_Exercise directions_
Return every entry exactly. Leave nothing out.

== Segment start ==

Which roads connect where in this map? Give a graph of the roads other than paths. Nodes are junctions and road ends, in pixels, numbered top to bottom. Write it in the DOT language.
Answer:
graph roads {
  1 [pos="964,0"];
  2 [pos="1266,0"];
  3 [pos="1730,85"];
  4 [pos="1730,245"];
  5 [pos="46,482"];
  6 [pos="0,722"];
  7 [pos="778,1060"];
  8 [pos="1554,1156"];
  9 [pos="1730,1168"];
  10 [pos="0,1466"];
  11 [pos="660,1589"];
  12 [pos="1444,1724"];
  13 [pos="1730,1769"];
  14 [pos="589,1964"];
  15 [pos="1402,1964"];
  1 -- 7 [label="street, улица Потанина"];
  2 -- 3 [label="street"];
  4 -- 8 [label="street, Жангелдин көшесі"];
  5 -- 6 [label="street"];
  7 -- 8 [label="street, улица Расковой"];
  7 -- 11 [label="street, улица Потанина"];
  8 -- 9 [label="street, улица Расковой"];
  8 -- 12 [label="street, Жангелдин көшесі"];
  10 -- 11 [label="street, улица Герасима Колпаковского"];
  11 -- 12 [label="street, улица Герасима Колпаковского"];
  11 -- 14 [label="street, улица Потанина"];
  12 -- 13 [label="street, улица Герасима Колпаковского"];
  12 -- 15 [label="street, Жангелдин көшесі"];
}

== Segment end ==

_Completed exercise_
Which roads connect where in this map? Give a graph of the roads other than paths. Nodes are junctions and road ends, in pixels, numbered top to bottom. Write it in the DOT language.
Answer:
graph roads {
  1 [pos="964,0"];
  2 [pos="1266,0"];
  3 [pos="1730,85"];
  4 [pos="1730,245"];
  5 [pos="46,482"];
  6 [pos="0,722"];
  7 [pos="778,1060"];
  8 [pos="1554,1156"];
  9 [pos="1730,1168"];
  10 [pos="0,1466"];
  11 [pos="660,1589"];
  12 [pos="1444,1724"];
  13 [pos="1730,1769"];
  14 [pos="589,1964"];
  15 [pos="1402,1964"];
  1 -- 7 [label="street, улица Потанина"];
  2 -- 3 [label="street"];
  4 -- 8 [label="street, Жангелдин көшесі"];
  5 -- 6 [label="street"];
  7 -- 8 [label="street, улица Расковой"];
  7 -- 11 [label="street, улица Потанина"];
  8 -- 9 [label="street, улица Расковой"];
  8 -- 12 [label="street, Жангелдин көшесі"];
  10 -- 11 [label="street, улица Герасима Колпаковского"];
  11 -- 12 [label="street, улица Герасима Колпаковского"];
  11 -- 14 [label="street, улица Потанина"];
  12 -- 13 [label="street, улица Герасима Колпаковского"];
  12 -- 15 [label="street, Жангелдин көшесі"];
}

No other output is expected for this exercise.